E o dia amanhece em paz.

 os desentendimentos eficazes são aqueles que são capazes de fazer, de forma divinal, as pazes num jeito violento e terno ao mesmo tempo uns rápidos de temperamento que culminam num entrelaçar lento de movimentos uns desentendimentos eficazes uns entendimentos que ninguém entende  e o dia amanhece em paz

faz-te primavera vestida de andorinha

 Há um verbo bom Criar! Como que uma voz pequenina que vem de dentro e diz Caminha! Refaz Dá a volta Imagina! E menina à solta faz-te primavera vestida  de andorinha.

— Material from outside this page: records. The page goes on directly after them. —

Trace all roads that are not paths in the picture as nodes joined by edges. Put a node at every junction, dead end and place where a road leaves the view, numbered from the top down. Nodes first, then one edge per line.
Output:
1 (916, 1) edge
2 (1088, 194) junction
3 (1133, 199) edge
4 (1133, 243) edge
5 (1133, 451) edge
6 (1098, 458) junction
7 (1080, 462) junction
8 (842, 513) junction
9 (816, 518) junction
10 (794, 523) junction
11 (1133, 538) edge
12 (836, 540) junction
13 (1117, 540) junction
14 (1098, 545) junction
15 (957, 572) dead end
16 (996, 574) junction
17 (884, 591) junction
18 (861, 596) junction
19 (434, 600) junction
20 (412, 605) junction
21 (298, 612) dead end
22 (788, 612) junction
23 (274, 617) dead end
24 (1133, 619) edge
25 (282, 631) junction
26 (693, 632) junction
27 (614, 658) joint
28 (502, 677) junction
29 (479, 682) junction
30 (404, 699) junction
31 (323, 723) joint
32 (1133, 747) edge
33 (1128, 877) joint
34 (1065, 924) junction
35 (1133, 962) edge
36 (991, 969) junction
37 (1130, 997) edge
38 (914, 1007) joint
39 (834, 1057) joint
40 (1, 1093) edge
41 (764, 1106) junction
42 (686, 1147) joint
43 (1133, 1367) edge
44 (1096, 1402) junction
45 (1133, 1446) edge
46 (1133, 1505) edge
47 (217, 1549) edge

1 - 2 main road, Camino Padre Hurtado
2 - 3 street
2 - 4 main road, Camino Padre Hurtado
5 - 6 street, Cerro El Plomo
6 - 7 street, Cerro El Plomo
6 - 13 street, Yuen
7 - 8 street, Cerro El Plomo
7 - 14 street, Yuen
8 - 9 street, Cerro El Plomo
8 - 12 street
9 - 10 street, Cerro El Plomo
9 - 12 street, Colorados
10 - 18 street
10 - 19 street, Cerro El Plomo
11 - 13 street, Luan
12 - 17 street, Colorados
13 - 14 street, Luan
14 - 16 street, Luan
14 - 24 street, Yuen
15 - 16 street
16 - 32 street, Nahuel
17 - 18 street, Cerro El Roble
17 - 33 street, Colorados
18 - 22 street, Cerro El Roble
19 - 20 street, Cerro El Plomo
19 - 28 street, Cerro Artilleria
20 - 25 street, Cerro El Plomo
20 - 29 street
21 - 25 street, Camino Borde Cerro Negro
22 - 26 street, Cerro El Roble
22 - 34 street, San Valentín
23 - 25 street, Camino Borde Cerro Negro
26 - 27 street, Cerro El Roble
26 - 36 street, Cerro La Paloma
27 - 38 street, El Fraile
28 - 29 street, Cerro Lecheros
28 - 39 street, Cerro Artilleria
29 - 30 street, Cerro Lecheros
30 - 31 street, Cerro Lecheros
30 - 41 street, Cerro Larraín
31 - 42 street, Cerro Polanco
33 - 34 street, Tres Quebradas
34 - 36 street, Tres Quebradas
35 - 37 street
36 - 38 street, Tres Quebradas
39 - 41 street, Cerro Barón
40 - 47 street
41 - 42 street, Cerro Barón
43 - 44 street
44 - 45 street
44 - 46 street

Abro a saca e faço casa e assim se racha a dor

De lama faço alma. Com ramo construo amor. Abro a saca e faço casa e assim se racha a dor Enquanto umas palavras andam, outras decidem nadar  E não há ataque que eu acate, neste jogo de palavras porque sou louca, mastigo sílabas, refaço e desfaço-as. E foi assim que o amargo trocou o passo e aparece cedo o doce Da boca se faz cabo.  Das cordas saem cardos.  Do grito salta trigo.  De tanto uivar fica a tarde ruiva.  De ciosa faz-se coisa refeita.  E sabendo que não há medo que não me dome,  mas há sempre azar na palavra arrasar,  não há que ter receio das maldades porque ainda há palavras intactas como sebes que não se desmontam nem de trás para a frente nem da frente para trás.  E ainda outras que quase não se desfazem como sonhos não há volta que se lhe pegue… São estes altos e saltos, como a vida… são palavras em sobressalto que dão voltas com energia!